The Shining by Stephen King Sunday Book Circle - Part I
Do I even need to summarize this book? Well, I guess I will anyway. This is King’s third novel and has four major characters: Jack Torrance, a recovering alcoholic on his last chance for a job, his wife Wendy, a stay at home mom considering divorce, their preschool age son, Danny, who has the shining, which is telepathy, clairvoyance, and sensitivity to the supernatural, some of which appears much like a seizure, and Dick Hallorann, a hotel cook who also has the shining, but to a much lesser degree than Danny. Actually, I was wrong: there are five major characters. The firth is the Colorado Rockies located Overlook Hotel, where Hallorann works and where the Torrance family is staying during the winter off season to make sure the pipes don’t freeze and the old, faulty boiler doesn’t blow. But the Overlook Hotel is haunted and evil and it has an appetite for people.
Now that that is out of the way, let me just say, I love The Shining. It is multifaceted in a way many novels aren’t. There is the literal level of the haunting and supernatural elements, and then there is the subtextual level which is about abusive people. I saw the Kubrick film before I ever read this novel, and while I like that movie, including the prevailing Wendy theory, it is a very different story than this novel by subtextually putting Jack as the victim of his wife’s insanity. It’s good. It’s a good movie, but it isn’t even as deep as the novel with its themes. Though it is hard for a movie to be as deep as a novel this long. Kubrick didn’t treat the supernatural elements as real, which really bothered King. I get that, but adaptations are not what they are adapting. The close adaptation is rare and honestly, superfluous. I don’t need to watch a live action version of the same story, but I do prefer that tone and themes stay the same in adaptations. The problem with wanting that from Kubric is that is impossible with his work. He was an artiste of a director. There was no way he wasn’t going to run away with his own vision and he adapted a lot of novels over his career. And, no, I haven’t seen the Steven Weber starring adaptation, but since it was made for ABC I seriously doubt that it has any of the sexual elements that the novel so frequently portrays.

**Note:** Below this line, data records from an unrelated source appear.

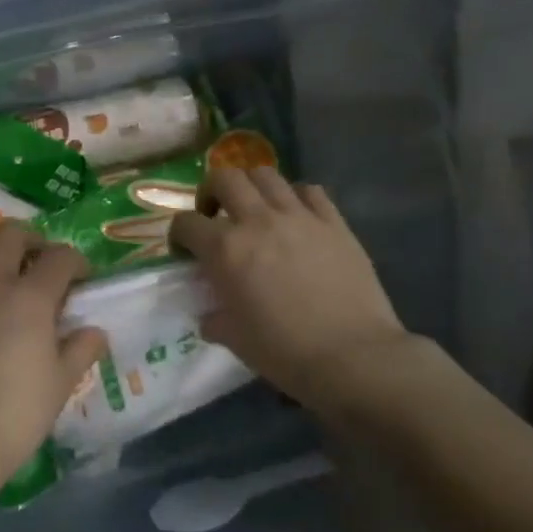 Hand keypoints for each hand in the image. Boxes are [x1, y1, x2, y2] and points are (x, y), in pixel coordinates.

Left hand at [0, 222, 107, 497]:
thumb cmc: (14, 415)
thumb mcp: (61, 385)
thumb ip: (80, 350)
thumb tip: (94, 331)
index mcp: (30, 297)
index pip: (60, 257)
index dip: (77, 262)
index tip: (82, 279)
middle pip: (12, 233)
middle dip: (34, 240)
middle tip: (42, 262)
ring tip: (3, 269)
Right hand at [170, 166, 412, 419]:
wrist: (354, 357)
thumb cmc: (285, 351)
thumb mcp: (235, 339)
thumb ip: (215, 319)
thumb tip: (210, 316)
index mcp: (225, 250)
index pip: (185, 223)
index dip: (179, 234)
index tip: (185, 250)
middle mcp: (258, 221)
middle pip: (224, 178)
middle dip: (211, 191)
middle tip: (215, 214)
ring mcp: (299, 216)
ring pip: (266, 174)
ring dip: (251, 187)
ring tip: (254, 209)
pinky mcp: (334, 222)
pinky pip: (310, 191)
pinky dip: (296, 196)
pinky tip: (296, 216) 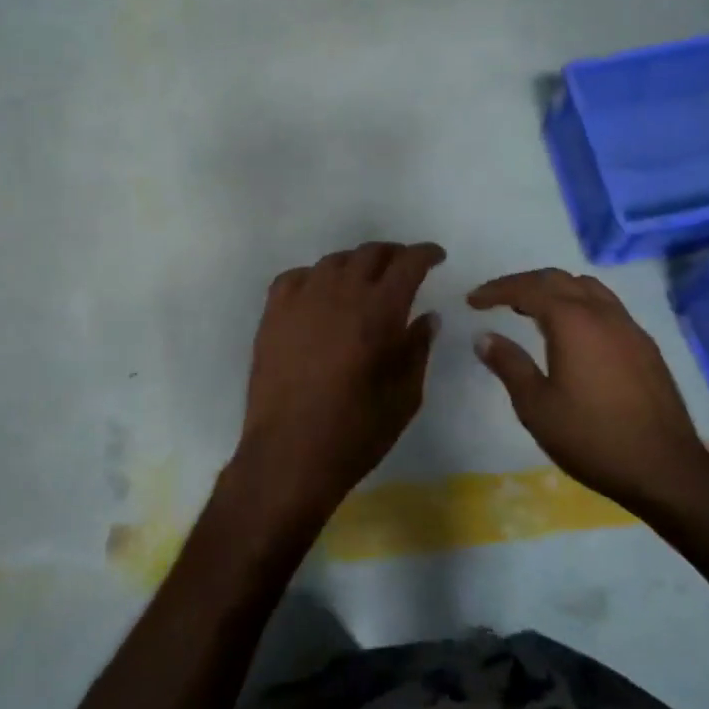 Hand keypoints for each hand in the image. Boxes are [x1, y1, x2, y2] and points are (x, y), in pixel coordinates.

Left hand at [226, 241, 444, 537]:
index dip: (425, 254)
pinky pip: (295, 278)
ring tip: (363, 280)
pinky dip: (315, 277)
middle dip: (393, 255)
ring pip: (333, 261)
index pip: (408, 263)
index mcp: (380, 311)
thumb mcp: (405, 396)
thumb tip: (427, 317)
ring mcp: (301, 300)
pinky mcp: (272, 315)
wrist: (290, 455)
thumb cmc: (356, 432)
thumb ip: (418, 349)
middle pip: (370, 253)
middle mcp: (340, 293)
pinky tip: (319, 293)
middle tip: (403, 267)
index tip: (436, 257)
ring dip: (355, 264)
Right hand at [468, 269, 708, 523]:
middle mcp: (603, 313)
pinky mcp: (645, 346)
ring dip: (555, 290)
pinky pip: (606, 307)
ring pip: (587, 288)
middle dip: (523, 283)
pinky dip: (579, 305)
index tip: (472, 301)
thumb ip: (509, 365)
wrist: (665, 469)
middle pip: (558, 279)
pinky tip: (571, 334)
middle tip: (497, 299)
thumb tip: (484, 337)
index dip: (497, 290)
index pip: (528, 289)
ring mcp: (630, 328)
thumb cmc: (592, 438)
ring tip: (531, 310)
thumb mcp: (536, 406)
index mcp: (573, 322) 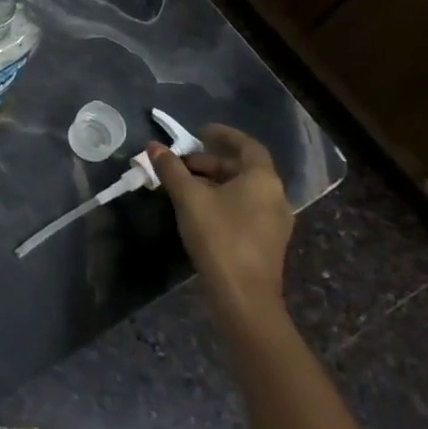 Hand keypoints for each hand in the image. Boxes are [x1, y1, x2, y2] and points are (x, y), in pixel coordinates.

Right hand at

But enough about adaptations. Let’s talk about the actual novel. The actual supernatural elements of The Shining are pretty amazing. Everything but the kitchen sink is in this novel when it comes to ghosts, from bloody echos of a murder, a promiscuous female suicide, a whole party from a masked new year’s eve, a child in the playground, and my favorite, a menagerie of living hedge animals. Besides the woman who committed suicide, a lot of the ghostly stuff is sexual, including the clock figures that Danny sees and the man in the dog mask. King’s horror often has a lot of sexual elements to it, and I think that’s one reason he puts some people off. Ghosts and ghoulies trying to murder people are fine, but someone says cunt and it’s all gone too far! Insert eyeroll. I like the sexual nature of a lot of his horror, because rape, sexual assault, sexual arousal in the face of fear are all horrifying. If we can handle a bloated corpse trying to strangle a child, we should also be able to handle that bloated corpse’s naked breasts. Sex is a sure fire way to make characters and readers uncomfortable and that’s kind of the point of horror fiction, being uncomfortable, off-kilter, shaken, unsure of yourself, what other synonyms can I come up with? Hmm. Ah! Disjointed.

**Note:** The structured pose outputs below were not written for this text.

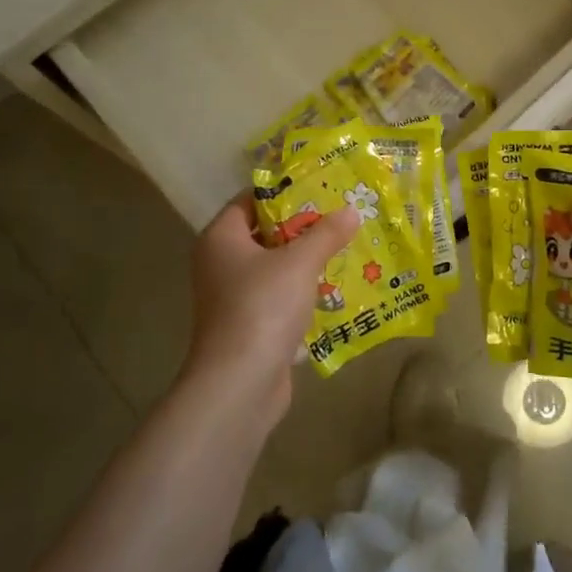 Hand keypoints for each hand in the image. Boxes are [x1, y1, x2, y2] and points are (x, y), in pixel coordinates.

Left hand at [183, 195, 359, 422]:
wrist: (239, 384)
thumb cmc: (262, 307)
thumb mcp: (300, 263)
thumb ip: (326, 234)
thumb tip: (350, 211)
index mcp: (221, 238)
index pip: (250, 200)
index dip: (284, 192)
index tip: (320, 187)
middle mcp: (220, 264)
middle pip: (266, 234)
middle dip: (303, 228)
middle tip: (341, 216)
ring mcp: (233, 298)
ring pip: (275, 268)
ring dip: (306, 262)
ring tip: (346, 248)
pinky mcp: (249, 326)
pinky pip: (279, 298)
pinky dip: (303, 293)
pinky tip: (336, 289) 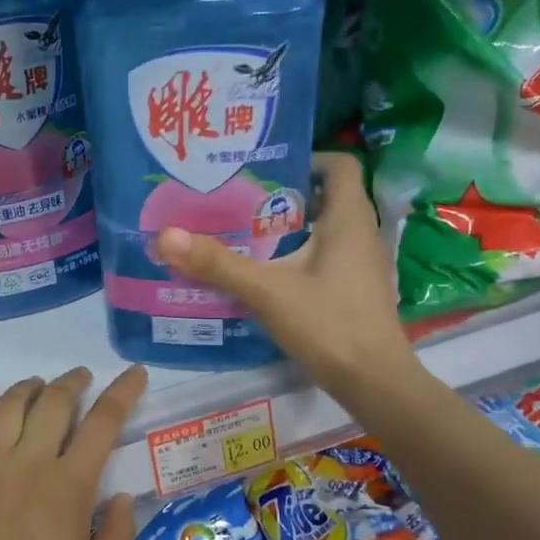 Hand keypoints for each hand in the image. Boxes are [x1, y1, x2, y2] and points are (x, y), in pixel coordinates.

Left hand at [0, 365, 148, 539]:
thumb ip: (118, 531)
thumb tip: (122, 495)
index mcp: (68, 487)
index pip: (103, 422)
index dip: (123, 392)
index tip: (134, 374)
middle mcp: (26, 465)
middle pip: (53, 403)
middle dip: (73, 382)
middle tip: (82, 379)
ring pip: (7, 407)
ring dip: (28, 389)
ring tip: (38, 388)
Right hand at [153, 152, 414, 401]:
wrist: (374, 382)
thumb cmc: (328, 325)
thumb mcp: (267, 291)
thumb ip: (218, 264)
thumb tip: (165, 236)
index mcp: (349, 219)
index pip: (340, 165)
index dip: (308, 158)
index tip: (266, 169)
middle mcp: (361, 234)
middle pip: (326, 197)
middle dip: (284, 195)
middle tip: (240, 200)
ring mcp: (362, 266)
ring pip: (324, 231)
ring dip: (289, 229)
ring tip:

While I liked the normal ghosts of The Shining, I felt like the real star of freakdom in the book was the menagerie of hedge animals. They are only in four scenes, but the stakes are ramped up beautifully in those four scenes. First we have Jack thinking he’s hallucinating as the hedge animals slightly move and become more defined. Then we have them chasing Danny across the snow. We have them guarding the Overlook from Hallorann, wherein an actual fight happens. Finally, we have their resolution. When it comes to creep factor and developing an encroaching threat, this is the best writing in the novel. This is the horror element that is unique to The Shining. Because the Overlook’s ghosts don’t really exist without The Haunting of Hill House by Shirley Jackson, and there are plenty of novels about ghosts. The hedge animals are special and I love them. But let me know what your favorite creep of the Overlook is?